Nothing but an exact repeat of the entries below should appear in your answer.

═══ Data section

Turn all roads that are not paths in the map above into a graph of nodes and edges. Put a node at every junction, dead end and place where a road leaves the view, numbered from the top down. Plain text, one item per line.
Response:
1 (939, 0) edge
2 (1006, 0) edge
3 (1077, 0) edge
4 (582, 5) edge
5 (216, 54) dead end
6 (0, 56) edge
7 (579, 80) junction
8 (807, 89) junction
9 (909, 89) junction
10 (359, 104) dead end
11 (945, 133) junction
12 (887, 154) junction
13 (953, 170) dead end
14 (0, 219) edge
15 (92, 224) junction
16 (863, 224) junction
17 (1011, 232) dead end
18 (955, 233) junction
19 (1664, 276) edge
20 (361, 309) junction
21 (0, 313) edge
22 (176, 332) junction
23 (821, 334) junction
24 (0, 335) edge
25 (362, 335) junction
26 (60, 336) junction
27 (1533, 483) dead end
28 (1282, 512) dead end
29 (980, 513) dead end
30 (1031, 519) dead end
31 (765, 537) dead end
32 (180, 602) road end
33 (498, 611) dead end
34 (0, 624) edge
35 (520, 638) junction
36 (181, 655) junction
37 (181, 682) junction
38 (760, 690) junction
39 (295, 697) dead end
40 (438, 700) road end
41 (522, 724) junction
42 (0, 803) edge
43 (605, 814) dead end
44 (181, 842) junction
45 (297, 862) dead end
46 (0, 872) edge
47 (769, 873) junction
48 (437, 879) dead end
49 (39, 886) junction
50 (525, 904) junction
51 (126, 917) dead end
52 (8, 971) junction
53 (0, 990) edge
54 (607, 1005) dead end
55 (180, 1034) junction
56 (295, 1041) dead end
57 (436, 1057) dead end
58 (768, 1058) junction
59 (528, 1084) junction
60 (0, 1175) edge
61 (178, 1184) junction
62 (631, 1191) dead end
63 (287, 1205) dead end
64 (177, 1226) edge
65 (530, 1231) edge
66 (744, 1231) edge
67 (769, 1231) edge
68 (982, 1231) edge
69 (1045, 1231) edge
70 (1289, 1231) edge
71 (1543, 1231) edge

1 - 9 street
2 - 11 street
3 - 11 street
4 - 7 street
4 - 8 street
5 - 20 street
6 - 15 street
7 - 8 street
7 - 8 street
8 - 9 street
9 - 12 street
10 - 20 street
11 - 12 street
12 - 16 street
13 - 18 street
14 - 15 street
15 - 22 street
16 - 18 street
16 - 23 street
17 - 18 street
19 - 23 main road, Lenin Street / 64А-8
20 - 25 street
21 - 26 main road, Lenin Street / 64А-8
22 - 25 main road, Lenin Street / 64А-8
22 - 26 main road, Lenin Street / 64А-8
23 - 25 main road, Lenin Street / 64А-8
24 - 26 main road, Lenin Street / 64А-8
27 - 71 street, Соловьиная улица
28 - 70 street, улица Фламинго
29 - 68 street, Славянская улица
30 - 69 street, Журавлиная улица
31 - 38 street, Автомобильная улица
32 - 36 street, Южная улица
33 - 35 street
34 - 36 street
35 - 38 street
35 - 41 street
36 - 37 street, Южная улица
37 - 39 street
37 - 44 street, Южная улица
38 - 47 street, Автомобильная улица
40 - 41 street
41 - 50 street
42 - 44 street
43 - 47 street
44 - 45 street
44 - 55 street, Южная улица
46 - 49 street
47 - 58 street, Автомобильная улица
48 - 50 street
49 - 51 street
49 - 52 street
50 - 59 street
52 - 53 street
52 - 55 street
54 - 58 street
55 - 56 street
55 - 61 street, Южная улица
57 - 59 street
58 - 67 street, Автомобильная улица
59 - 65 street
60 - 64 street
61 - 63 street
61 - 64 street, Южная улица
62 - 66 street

══════

**Task answer**
Turn all roads that are not paths in the map above into a graph of nodes and edges. Put a node at every junction, dead end and place where a road leaves the view, numbered from the top down. Plain text, one item per line.
Response:
1 (939, 0) edge
2 (1006, 0) edge
3 (1077, 0) edge
4 (582, 5) edge
5 (216, 54) dead end
6 (0, 56) edge
7 (579, 80) junction
8 (807, 89) junction
9 (909, 89) junction
10 (359, 104) dead end
11 (945, 133) junction
12 (887, 154) junction
13 (953, 170) dead end
14 (0, 219) edge
15 (92, 224) junction
16 (863, 224) junction
17 (1011, 232) dead end
18 (955, 233) junction
19 (1664, 276) edge
20 (361, 309) junction
21 (0, 313) edge
22 (176, 332) junction
23 (821, 334) junction
24 (0, 335) edge
25 (362, 335) junction
26 (60, 336) junction
27 (1533, 483) dead end
28 (1282, 512) dead end
29 (980, 513) dead end
30 (1031, 519) dead end
31 (765, 537) dead end
32 (180, 602) road end
33 (498, 611) dead end
34 (0, 624) edge
35 (520, 638) junction
36 (181, 655) junction
37 (181, 682) junction
38 (760, 690) junction
39 (295, 697) dead end
40 (438, 700) road end
41 (522, 724) junction
42 (0, 803) edge
43 (605, 814) dead end
44 (181, 842) junction
45 (297, 862) dead end
46 (0, 872) edge
47 (769, 873) junction
48 (437, 879) dead end
49 (39, 886) junction
50 (525, 904) junction
51 (126, 917) dead end
52 (8, 971) junction
53 (0, 990) edge
54 (607, 1005) dead end
55 (180, 1034) junction
56 (295, 1041) dead end
57 (436, 1057) dead end
58 (768, 1058) junction
59 (528, 1084) junction
60 (0, 1175) edge
61 (178, 1184) junction
62 (631, 1191) dead end
63 (287, 1205) dead end
64 (177, 1226) edge
65 (530, 1231) edge
66 (744, 1231) edge
67 (769, 1231) edge
68 (982, 1231) edge
69 (1045, 1231) edge
70 (1289, 1231) edge
71 (1543, 1231) edge

1 - 9 street
2 - 11 street
3 - 11 street
4 - 7 street
4 - 8 street
5 - 20 street
6 - 15 street
7 - 8 street
7 - 8 street
8 - 9 street
9 - 12 street
10 - 20 street
11 - 12 street
12 - 16 street
13 - 18 street
14 - 15 street
15 - 22 street
16 - 18 street
16 - 23 street
17 - 18 street
19 - 23 main road, Lenin Street / 64А-8
20 - 25 street
21 - 26 main road, Lenin Street / 64А-8
22 - 25 main road, Lenin Street / 64А-8
22 - 26 main road, Lenin Street / 64А-8
23 - 25 main road, Lenin Street / 64А-8
24 - 26 main road, Lenin Street / 64А-8
27 - 71 street, Соловьиная улица
28 - 70 street, улица Фламинго
29 - 68 street, Славянская улица
30 - 69 street, Журавлиная улица
31 - 38 street, Автомобильная улица
32 - 36 street, Южная улица
33 - 35 street
34 - 36 street
35 - 38 street
35 - 41 street
36 - 37 street, Южная улица
37 - 39 street
37 - 44 street, Южная улица
38 - 47 street, Автомобильная улица
40 - 41 street
41 - 50 street
42 - 44 street
43 - 47 street
44 - 45 street
44 - 55 street, Южная улица
46 - 49 street
47 - 58 street, Автомобильная улица
48 - 50 street
49 - 51 street
49 - 52 street
50 - 59 street
52 - 53 street
52 - 55 street
54 - 58 street
55 - 56 street
55 - 61 street, Южная улица
57 - 59 street
58 - 67 street, Автомобильная улица
59 - 65 street
60 - 64 street
61 - 63 street
61 - 64 street, Южная улица
62 - 66 street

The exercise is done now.